TASK DESCRIPTION:
Say how many lines in the entries contain "Репина", giving only the number.

(Collected data)
***
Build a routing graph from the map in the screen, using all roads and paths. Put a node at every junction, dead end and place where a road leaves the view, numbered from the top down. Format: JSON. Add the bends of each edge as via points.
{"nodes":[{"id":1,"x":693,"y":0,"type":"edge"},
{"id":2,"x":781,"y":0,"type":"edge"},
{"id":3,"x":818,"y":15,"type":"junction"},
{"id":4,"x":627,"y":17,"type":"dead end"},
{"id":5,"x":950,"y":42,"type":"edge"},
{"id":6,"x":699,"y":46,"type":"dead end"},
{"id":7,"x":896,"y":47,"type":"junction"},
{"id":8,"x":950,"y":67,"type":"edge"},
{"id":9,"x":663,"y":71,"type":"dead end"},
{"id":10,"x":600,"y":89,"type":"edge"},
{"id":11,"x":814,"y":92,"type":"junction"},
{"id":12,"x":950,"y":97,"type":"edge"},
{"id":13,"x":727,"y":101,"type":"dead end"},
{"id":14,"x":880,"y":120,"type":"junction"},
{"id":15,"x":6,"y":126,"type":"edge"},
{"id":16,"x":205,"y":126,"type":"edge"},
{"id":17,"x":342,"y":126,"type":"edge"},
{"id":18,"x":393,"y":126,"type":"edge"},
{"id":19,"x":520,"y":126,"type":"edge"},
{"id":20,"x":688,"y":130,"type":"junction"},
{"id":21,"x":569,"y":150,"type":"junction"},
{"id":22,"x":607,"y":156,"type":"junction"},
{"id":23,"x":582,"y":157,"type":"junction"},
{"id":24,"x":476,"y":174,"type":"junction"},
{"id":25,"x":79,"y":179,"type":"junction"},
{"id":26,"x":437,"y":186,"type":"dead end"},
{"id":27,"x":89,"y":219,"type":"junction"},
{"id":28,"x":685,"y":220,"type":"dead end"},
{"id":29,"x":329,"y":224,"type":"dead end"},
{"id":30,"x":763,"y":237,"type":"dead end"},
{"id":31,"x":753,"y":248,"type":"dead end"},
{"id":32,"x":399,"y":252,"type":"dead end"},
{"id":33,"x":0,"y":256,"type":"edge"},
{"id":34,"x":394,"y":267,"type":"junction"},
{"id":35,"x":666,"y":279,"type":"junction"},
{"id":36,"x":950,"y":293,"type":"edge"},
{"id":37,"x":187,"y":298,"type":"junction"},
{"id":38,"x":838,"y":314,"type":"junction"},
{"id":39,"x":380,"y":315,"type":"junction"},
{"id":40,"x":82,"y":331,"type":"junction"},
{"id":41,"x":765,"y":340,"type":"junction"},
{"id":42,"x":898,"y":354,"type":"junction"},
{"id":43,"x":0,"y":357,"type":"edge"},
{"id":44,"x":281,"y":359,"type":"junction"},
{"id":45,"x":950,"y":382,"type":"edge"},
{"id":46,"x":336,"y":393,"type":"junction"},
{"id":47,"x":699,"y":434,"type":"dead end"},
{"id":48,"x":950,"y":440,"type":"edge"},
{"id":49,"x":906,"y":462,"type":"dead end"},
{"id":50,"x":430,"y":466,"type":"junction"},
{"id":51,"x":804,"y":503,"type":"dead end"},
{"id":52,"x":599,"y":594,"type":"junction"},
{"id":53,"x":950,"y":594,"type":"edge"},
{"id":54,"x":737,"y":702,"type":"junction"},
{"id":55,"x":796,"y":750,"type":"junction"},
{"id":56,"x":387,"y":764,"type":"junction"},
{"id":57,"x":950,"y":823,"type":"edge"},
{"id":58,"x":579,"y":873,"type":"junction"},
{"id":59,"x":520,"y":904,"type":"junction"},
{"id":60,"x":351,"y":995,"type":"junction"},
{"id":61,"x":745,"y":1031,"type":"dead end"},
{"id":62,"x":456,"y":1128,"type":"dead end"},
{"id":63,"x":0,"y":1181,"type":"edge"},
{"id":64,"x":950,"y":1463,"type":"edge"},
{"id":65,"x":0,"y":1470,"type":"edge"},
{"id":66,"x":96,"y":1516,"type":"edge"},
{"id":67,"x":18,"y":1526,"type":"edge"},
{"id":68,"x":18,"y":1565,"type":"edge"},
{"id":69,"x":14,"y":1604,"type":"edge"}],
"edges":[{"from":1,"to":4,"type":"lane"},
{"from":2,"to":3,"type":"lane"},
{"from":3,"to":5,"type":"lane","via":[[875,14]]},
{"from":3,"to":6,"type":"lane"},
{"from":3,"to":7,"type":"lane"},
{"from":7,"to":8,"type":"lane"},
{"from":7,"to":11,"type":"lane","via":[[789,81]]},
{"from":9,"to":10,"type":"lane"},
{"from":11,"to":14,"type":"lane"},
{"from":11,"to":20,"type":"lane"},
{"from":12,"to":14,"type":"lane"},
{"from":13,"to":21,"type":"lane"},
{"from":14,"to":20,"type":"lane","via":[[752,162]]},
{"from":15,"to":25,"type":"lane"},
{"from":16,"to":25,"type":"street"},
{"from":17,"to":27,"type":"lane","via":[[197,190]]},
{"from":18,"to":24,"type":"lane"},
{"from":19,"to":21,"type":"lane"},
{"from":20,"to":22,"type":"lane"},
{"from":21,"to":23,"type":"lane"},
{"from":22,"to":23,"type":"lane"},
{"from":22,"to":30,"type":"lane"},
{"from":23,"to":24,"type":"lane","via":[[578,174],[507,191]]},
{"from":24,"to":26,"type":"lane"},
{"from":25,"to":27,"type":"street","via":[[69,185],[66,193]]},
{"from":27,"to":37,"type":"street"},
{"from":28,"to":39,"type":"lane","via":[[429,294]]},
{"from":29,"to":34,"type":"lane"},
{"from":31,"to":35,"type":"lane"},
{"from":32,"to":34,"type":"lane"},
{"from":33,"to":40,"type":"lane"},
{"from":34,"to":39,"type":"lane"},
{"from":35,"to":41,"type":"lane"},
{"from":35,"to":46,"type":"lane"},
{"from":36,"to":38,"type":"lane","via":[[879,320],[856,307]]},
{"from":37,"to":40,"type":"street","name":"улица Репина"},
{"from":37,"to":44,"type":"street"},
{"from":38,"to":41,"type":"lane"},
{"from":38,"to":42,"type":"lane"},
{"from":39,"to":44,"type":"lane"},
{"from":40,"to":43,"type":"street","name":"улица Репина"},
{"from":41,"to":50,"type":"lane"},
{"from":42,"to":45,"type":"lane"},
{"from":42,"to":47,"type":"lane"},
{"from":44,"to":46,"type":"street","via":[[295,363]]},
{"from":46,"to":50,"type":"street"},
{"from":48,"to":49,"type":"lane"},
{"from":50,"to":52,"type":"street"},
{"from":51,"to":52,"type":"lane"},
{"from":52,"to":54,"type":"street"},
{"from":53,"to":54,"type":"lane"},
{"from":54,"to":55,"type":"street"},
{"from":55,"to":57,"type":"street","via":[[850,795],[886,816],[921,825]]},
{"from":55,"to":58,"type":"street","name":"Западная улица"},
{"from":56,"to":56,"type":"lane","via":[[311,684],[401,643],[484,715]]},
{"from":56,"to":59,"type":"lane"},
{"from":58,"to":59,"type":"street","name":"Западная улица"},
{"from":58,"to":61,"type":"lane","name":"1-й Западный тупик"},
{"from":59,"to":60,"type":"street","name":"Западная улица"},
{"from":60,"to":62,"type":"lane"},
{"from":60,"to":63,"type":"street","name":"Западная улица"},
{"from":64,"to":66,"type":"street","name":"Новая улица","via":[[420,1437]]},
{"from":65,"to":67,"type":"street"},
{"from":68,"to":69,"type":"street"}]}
***
WRITTEN SOLUTION:
2